◆ **Work to complete**
Check each line below for the word "image", and copy those that have it.

○ ○ ○

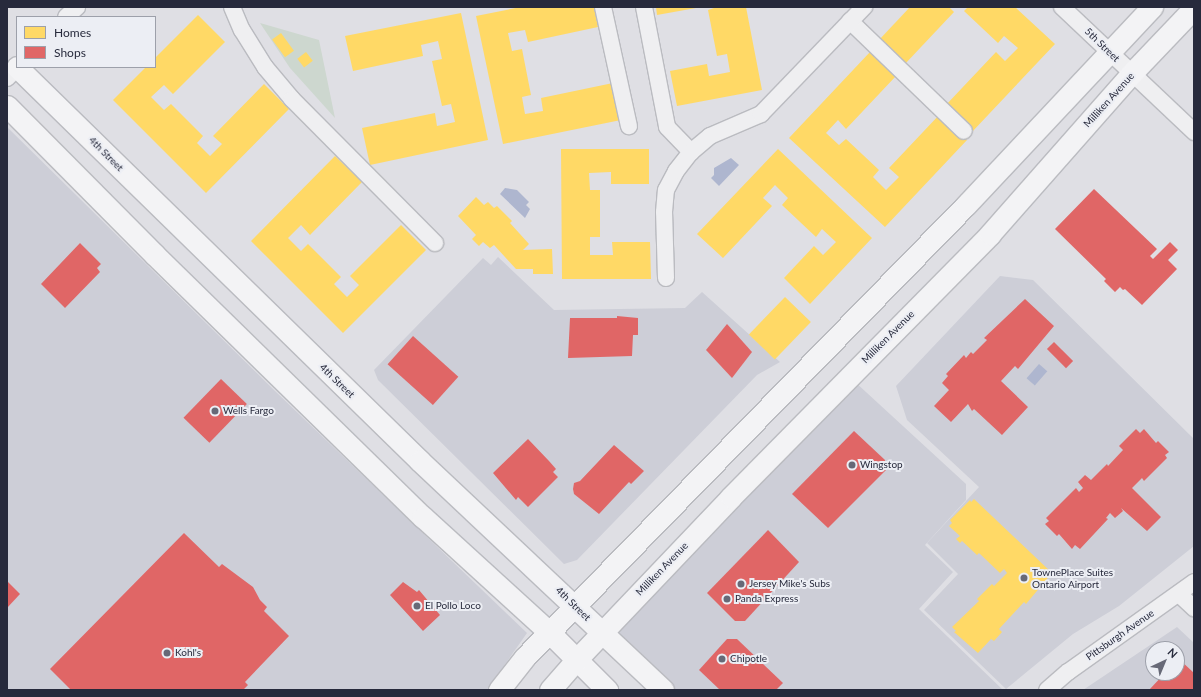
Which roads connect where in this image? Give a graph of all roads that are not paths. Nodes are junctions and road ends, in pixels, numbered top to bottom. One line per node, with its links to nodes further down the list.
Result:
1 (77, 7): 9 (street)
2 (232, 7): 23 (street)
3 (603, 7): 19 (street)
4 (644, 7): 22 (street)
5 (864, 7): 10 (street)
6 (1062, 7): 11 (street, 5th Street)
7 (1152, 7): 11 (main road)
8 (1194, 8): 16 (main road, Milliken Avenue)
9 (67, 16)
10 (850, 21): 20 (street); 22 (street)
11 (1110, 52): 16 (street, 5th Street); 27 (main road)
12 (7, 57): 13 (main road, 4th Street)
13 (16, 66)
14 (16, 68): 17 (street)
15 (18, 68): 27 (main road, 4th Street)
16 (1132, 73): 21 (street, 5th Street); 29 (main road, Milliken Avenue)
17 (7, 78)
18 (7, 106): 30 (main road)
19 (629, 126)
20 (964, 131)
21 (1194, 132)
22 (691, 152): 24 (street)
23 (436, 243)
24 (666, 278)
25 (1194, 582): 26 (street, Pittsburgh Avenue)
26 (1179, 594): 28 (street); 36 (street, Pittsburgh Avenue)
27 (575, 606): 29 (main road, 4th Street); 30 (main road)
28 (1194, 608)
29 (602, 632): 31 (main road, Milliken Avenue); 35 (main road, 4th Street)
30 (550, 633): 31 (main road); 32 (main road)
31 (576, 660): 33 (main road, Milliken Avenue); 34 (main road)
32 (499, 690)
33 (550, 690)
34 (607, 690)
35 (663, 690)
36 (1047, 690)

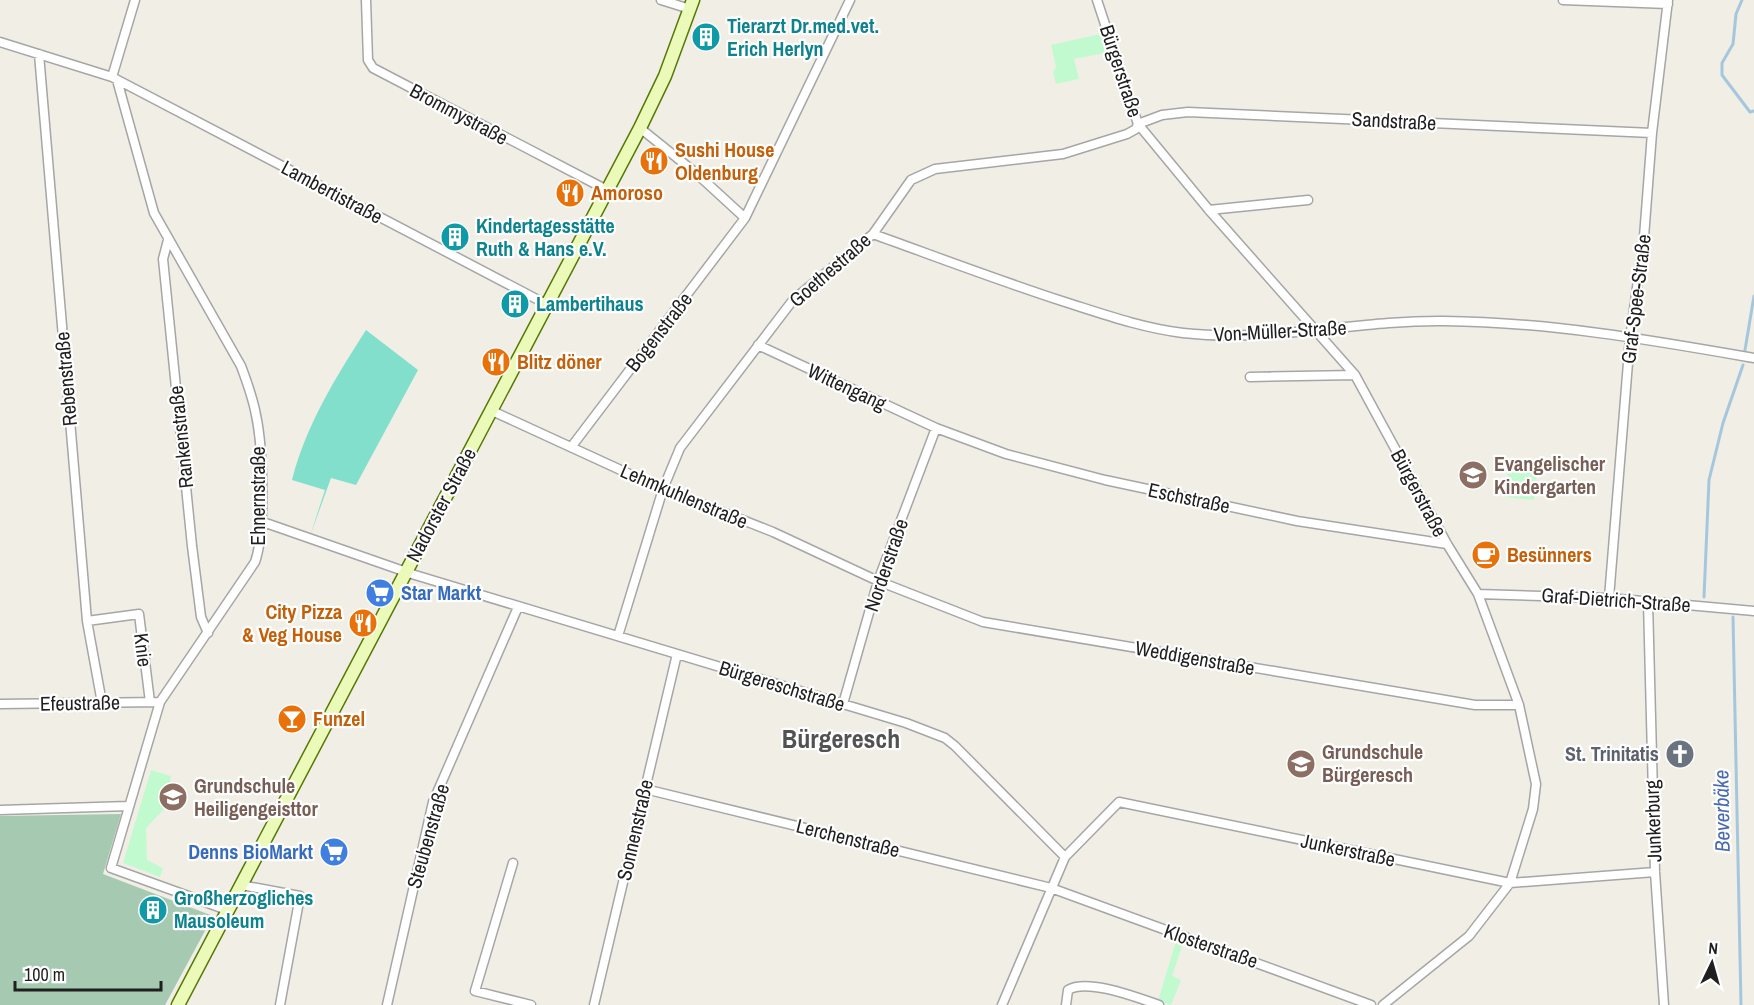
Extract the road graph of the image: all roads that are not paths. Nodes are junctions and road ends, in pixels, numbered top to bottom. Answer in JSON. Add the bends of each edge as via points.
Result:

○ ○ ○

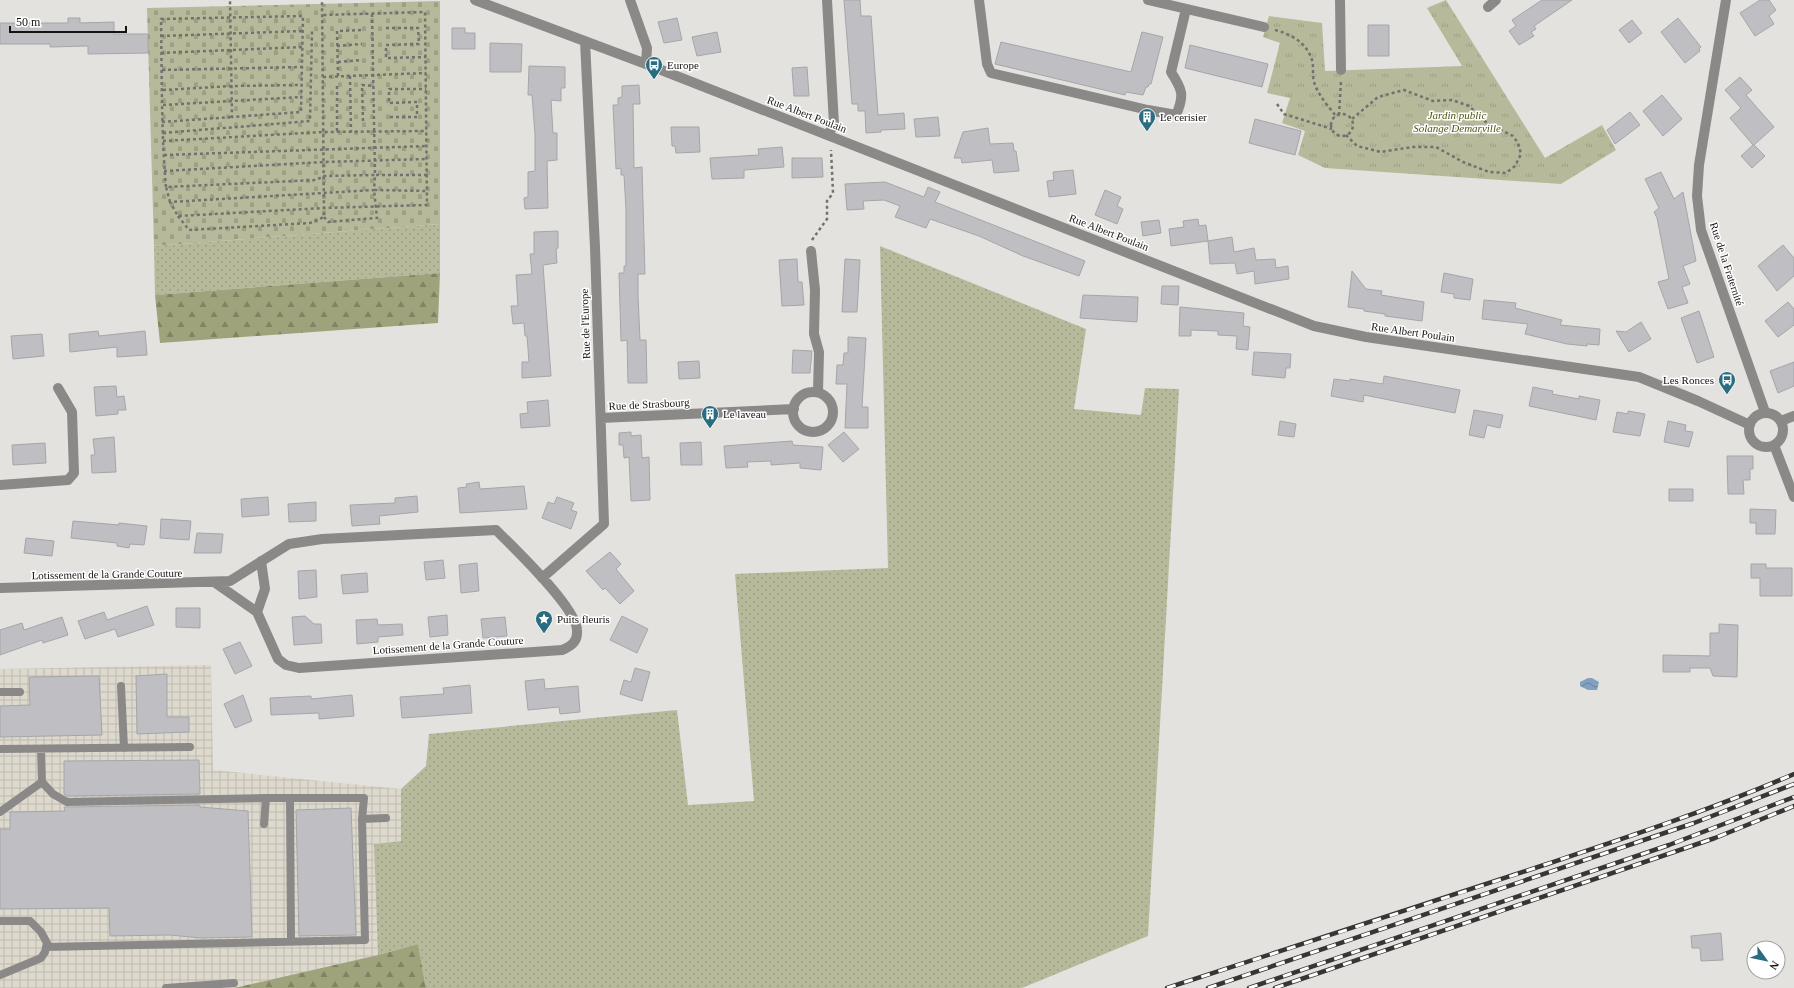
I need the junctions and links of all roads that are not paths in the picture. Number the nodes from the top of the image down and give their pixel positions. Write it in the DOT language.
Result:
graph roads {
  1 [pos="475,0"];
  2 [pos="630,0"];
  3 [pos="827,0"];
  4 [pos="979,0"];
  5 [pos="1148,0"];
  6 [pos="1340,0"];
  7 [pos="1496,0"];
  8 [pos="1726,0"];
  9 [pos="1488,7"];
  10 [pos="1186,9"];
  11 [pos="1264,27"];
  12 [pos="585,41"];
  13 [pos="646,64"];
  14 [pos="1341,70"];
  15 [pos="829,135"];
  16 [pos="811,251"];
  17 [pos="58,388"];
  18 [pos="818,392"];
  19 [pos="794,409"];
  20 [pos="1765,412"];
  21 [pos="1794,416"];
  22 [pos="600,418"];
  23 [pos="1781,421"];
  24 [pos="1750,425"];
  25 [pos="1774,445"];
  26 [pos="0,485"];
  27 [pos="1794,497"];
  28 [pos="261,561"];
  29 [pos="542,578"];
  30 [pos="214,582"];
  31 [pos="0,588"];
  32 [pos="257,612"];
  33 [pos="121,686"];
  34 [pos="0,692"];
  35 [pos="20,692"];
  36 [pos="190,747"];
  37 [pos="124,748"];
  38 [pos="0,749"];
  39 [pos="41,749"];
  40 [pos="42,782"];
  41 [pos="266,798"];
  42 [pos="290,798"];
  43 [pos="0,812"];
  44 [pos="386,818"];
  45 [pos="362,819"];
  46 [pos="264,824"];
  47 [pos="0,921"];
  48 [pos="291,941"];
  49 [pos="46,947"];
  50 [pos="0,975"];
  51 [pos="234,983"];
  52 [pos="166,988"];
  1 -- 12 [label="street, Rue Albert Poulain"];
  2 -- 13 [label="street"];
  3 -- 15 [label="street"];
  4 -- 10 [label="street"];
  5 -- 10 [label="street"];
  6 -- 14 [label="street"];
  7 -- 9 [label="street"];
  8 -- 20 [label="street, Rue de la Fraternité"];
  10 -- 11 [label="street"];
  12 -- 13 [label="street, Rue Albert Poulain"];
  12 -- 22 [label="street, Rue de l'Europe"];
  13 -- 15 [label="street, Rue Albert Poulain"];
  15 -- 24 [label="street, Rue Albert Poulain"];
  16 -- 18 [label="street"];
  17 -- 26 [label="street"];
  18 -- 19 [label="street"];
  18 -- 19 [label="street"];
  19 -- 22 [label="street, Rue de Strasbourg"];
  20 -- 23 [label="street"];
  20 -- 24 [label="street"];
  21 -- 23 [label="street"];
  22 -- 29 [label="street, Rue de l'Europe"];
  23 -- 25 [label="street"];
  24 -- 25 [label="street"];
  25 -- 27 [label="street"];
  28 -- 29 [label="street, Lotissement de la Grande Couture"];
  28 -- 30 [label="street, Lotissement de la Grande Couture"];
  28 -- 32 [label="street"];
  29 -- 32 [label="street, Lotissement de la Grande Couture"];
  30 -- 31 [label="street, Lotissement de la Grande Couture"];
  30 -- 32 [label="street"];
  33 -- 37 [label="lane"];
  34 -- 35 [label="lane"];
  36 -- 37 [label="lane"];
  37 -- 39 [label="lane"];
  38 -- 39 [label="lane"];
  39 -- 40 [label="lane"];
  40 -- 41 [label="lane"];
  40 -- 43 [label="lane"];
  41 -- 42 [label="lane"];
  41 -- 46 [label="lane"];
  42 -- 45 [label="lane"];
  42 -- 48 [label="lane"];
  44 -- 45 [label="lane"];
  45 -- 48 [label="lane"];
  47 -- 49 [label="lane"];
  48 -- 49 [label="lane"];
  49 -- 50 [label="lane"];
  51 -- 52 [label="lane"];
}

○ ○ ○

◆ **Response to this task**
Which roads connect where in this image? Give a graph of all roads that are not paths. Nodes are junctions and road ends, in pixels, numbered top to bottom. One line per node, with its links to nodes further down the list.
Extract the road graph of the image: all roads that are not paths. Nodes are junctions and road ends, in pixels, numbered top to bottom. Answer in JSON. Add the bends of each edge as via points.
I need the junctions and links of all roads that are not paths in the picture. Number the nodes from the top of the image down and give their pixel positions. Write it in the DOT language.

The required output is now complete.